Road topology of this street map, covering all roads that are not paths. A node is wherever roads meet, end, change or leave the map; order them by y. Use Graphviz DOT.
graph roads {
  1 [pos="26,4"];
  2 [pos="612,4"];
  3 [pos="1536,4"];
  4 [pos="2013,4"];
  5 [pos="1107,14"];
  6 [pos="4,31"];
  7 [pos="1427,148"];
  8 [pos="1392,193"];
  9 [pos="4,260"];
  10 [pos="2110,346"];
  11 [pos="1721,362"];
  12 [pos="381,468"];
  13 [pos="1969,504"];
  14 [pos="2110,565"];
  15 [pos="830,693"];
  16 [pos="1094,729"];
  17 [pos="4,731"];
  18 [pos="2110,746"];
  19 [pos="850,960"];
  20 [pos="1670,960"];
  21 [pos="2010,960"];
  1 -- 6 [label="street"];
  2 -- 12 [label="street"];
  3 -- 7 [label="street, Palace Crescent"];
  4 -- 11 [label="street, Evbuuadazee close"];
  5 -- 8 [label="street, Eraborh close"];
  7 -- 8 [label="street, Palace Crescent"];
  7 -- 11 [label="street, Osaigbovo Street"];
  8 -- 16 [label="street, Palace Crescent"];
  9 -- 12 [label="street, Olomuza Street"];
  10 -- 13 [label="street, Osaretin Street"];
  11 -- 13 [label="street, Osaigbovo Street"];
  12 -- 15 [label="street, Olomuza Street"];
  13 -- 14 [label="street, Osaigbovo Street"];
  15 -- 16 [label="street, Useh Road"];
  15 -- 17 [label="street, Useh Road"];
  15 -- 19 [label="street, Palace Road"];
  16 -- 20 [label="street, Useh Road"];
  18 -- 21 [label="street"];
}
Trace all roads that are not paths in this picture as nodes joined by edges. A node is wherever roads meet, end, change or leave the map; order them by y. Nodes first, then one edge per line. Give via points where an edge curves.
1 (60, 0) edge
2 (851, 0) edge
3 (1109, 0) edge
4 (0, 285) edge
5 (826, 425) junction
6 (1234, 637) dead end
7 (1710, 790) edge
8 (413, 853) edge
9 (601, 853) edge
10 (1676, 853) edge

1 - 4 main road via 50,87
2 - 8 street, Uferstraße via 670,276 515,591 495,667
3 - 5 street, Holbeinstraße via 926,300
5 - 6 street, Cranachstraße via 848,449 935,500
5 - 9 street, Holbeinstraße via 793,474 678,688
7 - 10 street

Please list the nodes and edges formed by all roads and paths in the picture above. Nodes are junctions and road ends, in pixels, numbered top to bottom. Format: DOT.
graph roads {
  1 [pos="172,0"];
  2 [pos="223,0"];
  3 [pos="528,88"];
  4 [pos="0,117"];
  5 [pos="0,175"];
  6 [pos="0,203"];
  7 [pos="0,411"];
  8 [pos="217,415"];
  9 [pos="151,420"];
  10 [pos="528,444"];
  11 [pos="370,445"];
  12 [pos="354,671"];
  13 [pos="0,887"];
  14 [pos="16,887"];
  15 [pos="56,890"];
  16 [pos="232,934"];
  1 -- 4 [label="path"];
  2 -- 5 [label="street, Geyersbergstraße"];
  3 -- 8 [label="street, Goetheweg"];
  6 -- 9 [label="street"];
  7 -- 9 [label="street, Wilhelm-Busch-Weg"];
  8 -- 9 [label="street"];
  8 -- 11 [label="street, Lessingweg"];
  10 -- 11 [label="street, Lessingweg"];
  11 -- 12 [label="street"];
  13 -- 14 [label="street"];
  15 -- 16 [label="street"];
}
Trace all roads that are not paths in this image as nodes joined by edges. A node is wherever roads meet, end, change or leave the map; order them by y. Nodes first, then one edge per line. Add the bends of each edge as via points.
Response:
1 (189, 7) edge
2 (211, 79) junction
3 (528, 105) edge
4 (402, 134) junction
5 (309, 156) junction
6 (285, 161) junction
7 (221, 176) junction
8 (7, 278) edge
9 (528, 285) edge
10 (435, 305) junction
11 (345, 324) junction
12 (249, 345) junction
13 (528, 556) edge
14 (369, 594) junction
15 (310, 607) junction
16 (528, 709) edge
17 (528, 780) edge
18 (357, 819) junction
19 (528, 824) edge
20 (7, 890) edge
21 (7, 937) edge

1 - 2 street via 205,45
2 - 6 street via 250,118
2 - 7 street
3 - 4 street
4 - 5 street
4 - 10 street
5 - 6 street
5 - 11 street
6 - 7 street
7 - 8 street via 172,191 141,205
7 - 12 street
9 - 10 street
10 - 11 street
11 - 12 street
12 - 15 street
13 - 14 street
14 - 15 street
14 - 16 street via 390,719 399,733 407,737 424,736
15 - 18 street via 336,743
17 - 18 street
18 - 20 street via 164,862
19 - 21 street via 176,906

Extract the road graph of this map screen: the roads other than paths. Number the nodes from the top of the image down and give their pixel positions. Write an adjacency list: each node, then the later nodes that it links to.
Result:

⁂

[What the task requires] Every line above that holds the string "each" counts once; give the total and nothing more.

[Task result] 2